*** Begin section ***

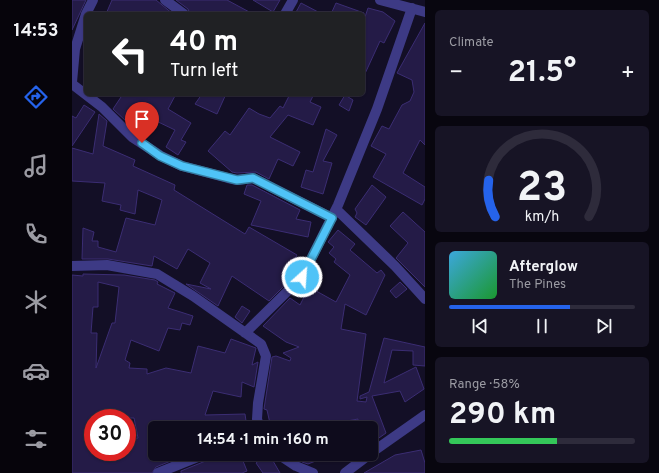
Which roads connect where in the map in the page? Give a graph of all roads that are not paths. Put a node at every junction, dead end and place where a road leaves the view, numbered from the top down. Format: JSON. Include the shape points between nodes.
{"nodes":[{"id":1,"x":93,"y":0,"type":"edge"},
{"id":2,"x":165,"y":0,"type":"edge"},
{"id":3,"x":293,"y":0,"type":"edge"},
{"id":4,"x":380,"y":0,"type":"edge"},
{"id":5,"x":412,"y":8,"type":"junction"},
{"id":6,"x":87,"y":12,"type":"edge"},
{"id":7,"x":181,"y":12,"type":"edge"},
{"id":8,"x":286,"y":12,"type":"edge"},
{"id":9,"x":425,"y":12,"type":"edge"},
{"id":10,"x":84,"y":20,"type":"edge"},
{"id":11,"x":72,"y":83,"type":"edge"},
{"id":12,"x":84,"y":92,"type":"edge"},
{"id":13,"x":89,"y":96,"type":"edge"},
{"id":14,"x":334,"y":213,"type":"junction"},
{"id":15,"x":72,"y":266,"type":"edge"},
{"id":16,"x":425,"y":299,"type":"edge"},
{"id":17,"x":245,"y":332,"type":"junction"},
{"id":18,"x":425,"y":415,"type":"edge"},
{"id":19,"x":258,"y":421,"type":"edge"},
{"id":20,"x":378,"y":448,"type":"edge"},
{"id":21,"x":188,"y":461,"type":"edge"},
{"id":22,"x":288,"y":461,"type":"edge"},
{"id":23,"x":361,"y":461,"type":"edge"},
{"id":24,"x":158,"y":473,"type":"edge"},
{"id":25,"x":313,"y":473,"type":"edge"},
{"id":26,"x":345,"y":473,"type":"edge"}],
"edges":[{"from":1,"to":6,"type":"street"},
{"from":2,"to":7,"type":"street"},
{"from":3,"to":8,"type":"street"},
{"from":4,"to":5,"type":"street"},
{"from":5,"to":9,"type":"street"},
{"from":5,"to":14,"type":"street","via":[[378,109]]},
{"from":10,"to":11,"type":"street","via":[[74,49]]},
{"from":11,"to":12,"type":"street"},
{"from":13,"to":14,"type":"street","via":[[132,137],[160,156],[182,166],[228,178],[253,178]]},
{"from":14,"to":16,"type":"street","via":[[395,266]]},
{"from":14,"to":17,"type":"street","via":[[302,277]]},
{"from":15,"to":17,"type":"street","via":[[107,265],[157,274]]},
{"from":17,"to":19,"type":"street","via":[[261,344],[266,356],[258,402]]},
{"from":18,"to":20,"type":"street"},
{"from":21,"to":24,"type":"street"},
{"from":22,"to":25,"type":"street"},
{"from":23,"to":26,"type":"street"}]}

*** End section ***

Whenever a picture appears, leave it out, and return every record exactly.

Answer to this problem:
Which roads connect where in the map in the page? Give a graph of all roads that are not paths. Put a node at every junction, dead end and place where a road leaves the view, numbered from the top down. Format: JSON. Include the shape points between nodes.
{"nodes":[{"id":1,"x":93,"y":0,"type":"edge"},
{"id":2,"x":165,"y":0,"type":"edge"},
{"id":3,"x":293,"y":0,"type":"edge"},
{"id":4,"x":380,"y":0,"type":"edge"},
{"id":5,"x":412,"y":8,"type":"junction"},
{"id":6,"x":87,"y":12,"type":"edge"},
{"id":7,"x":181,"y":12,"type":"edge"},
{"id":8,"x":286,"y":12,"type":"edge"},
{"id":9,"x":425,"y":12,"type":"edge"},
{"id":10,"x":84,"y":20,"type":"edge"},
{"id":11,"x":72,"y":83,"type":"edge"},
{"id":12,"x":84,"y":92,"type":"edge"},
{"id":13,"x":89,"y":96,"type":"edge"},
{"id":14,"x":334,"y":213,"type":"junction"},
{"id":15,"x":72,"y":266,"type":"edge"},
{"id":16,"x":425,"y":299,"type":"edge"},
{"id":17,"x":245,"y":332,"type":"junction"},
{"id":18,"x":425,"y":415,"type":"edge"},
{"id":19,"x":258,"y":421,"type":"edge"},
{"id":20,"x":378,"y":448,"type":"edge"},
{"id":21,"x":188,"y":461,"type":"edge"},
{"id":22,"x":288,"y":461,"type":"edge"},
{"id":23,"x":361,"y":461,"type":"edge"},
{"id":24,"x":158,"y":473,"type":"edge"},
{"id":25,"x":313,"y":473,"type":"edge"},
{"id":26,"x":345,"y":473,"type":"edge"}],
"edges":[{"from":1,"to":6,"type":"street"},
{"from":2,"to":7,"type":"street"},
{"from":3,"to":8,"type":"street"},
{"from":4,"to":5,"type":"street"},
{"from":5,"to":9,"type":"street"},
{"from":5,"to":14,"type":"street","via":[[378,109]]},
{"from":10,"to":11,"type":"street","via":[[74,49]]},
{"from":11,"to":12,"type":"street"},
{"from":13,"to":14,"type":"street","via":[[132,137],[160,156],[182,166],[228,178],[253,178]]},
{"from":14,"to":16,"type":"street","via":[[395,266]]},
{"from":14,"to":17,"type":"street","via":[[302,277]]},
{"from":15,"to":17,"type":"street","via":[[107,265],[157,274]]},
{"from":17,"to":19,"type":"street","via":[[261,344],[266,356],[258,402]]},
{"from":18,"to":20,"type":"street"},
{"from":21,"to":24,"type":"street"},
{"from":22,"to":25,"type":"street"},
{"from":23,"to":26,"type":"street"}]}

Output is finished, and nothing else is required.